Download 2010 PCB 5530 Class Projects

2011 PCB 5530 Class Projects
● Background
These projects take cutting-edge genome research into the classroom and so ‘bring to life’ what you
are learning. They will train you to integrate different kinds of information in a team setting.
The class is split into three groups, each coordinated by a postdoctoral from our project. Groups are:
Group 1 – Folate (FT-like)
Ghulam Hasnain [email protected]
Eric R Schultz
Katrina K Cuddy
Junya Zhang
Jian Li
Group 2 – Pyridoxine (YggS)
Basma El Yacoubi [email protected]
Annette M Fahrenkrog
Shaun P Jensen
Jiani Yang
Wenlan Tian
Group 3 – Riboflavin (COG3236)
Océane Frelin [email protected]
Marcio Fernando Resende
Jessica L Gilbert
Sisi Geng
Yang Zhao
Rujira Tisarum
Each group will carry out the following tasks:
- Annotate a particular pathway or set of pathways of vitamin- or cofactor-related metabolism in the
maize genome using a standard format.
- Identify genes that are missing from the pathways (‘functions without a gene’) and genes of unknown
function that are in some way associated with the pathways (‘genes without a function’).
- Predict candidates for missing genes (enzymes, transporters) and predict functions for genes of
unknown function using the tools of plant-prokaryote comparative genomics
Each group will meet several times, under the supervision of the postdoctoral instructor, to divide up
the work to be done, to discuss progress, and to integrate and write up a report in the format below.
Project reports. Reports should be submitted to Dr. Andrew Hanson [email protected] as an electronic
file and a good quality hard copy, by 5 pm on Friday, November 18, 2011.
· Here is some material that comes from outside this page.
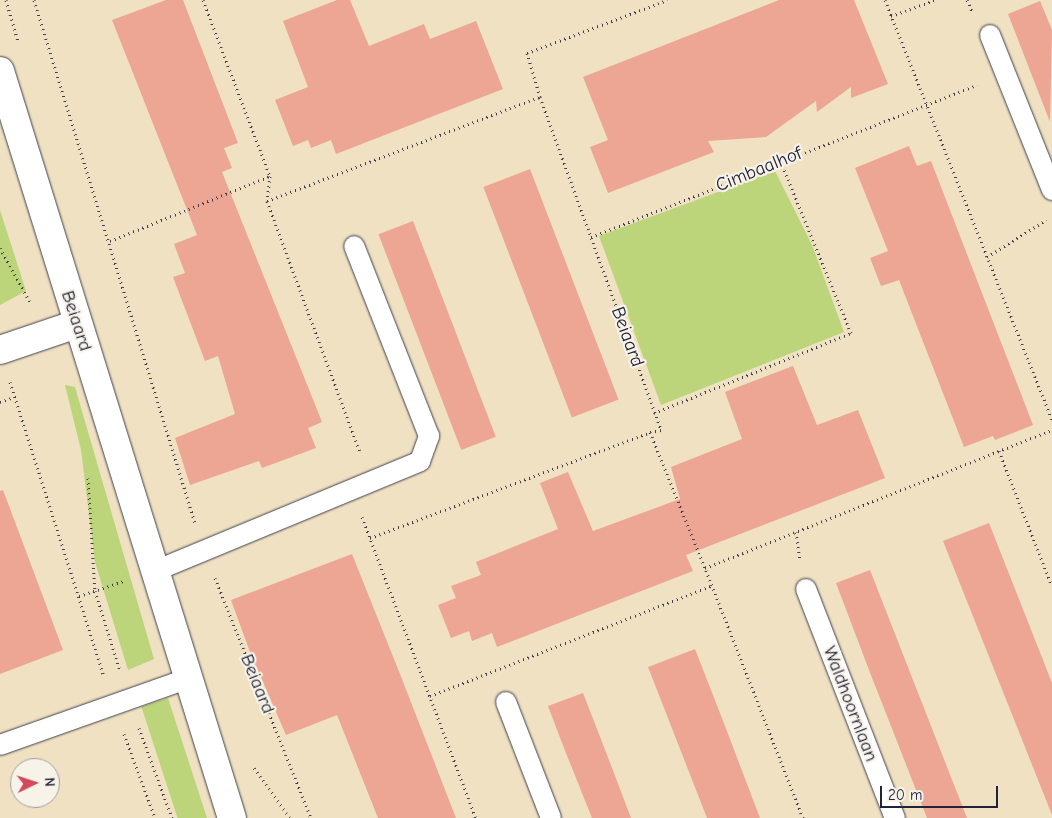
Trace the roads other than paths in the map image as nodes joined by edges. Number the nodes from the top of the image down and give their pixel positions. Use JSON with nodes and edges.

Grading. For each student, 50% of the grade will be based on the performance of their group as a
whole as judged from the project report. The other 50% will be based on the postdoctoral instructor’s
assessment of that student’s contribution to the group effort (independent of the group size).
Outcomes. It is anticipated that, in the best cases, the groups’ predictions will form part of a publication in a peer-reviewed journal, in which case the group members will be included as authors.
● Report format – summary
Reports should be arranged in four sections:
1. A diagram summarizing the metabolites and enzymes of the pathways, pathway variants in different
organisms, subcellular compartmentation in Arabidopsis, and maize genes that are missing or have
mysterious paralogs. Use the format on p. 2 (a PowerPoint file is available as a template).
2. A table listing:
- All pathway enzymes (give EC nos.) and transporters (whether or not they have plant homologs)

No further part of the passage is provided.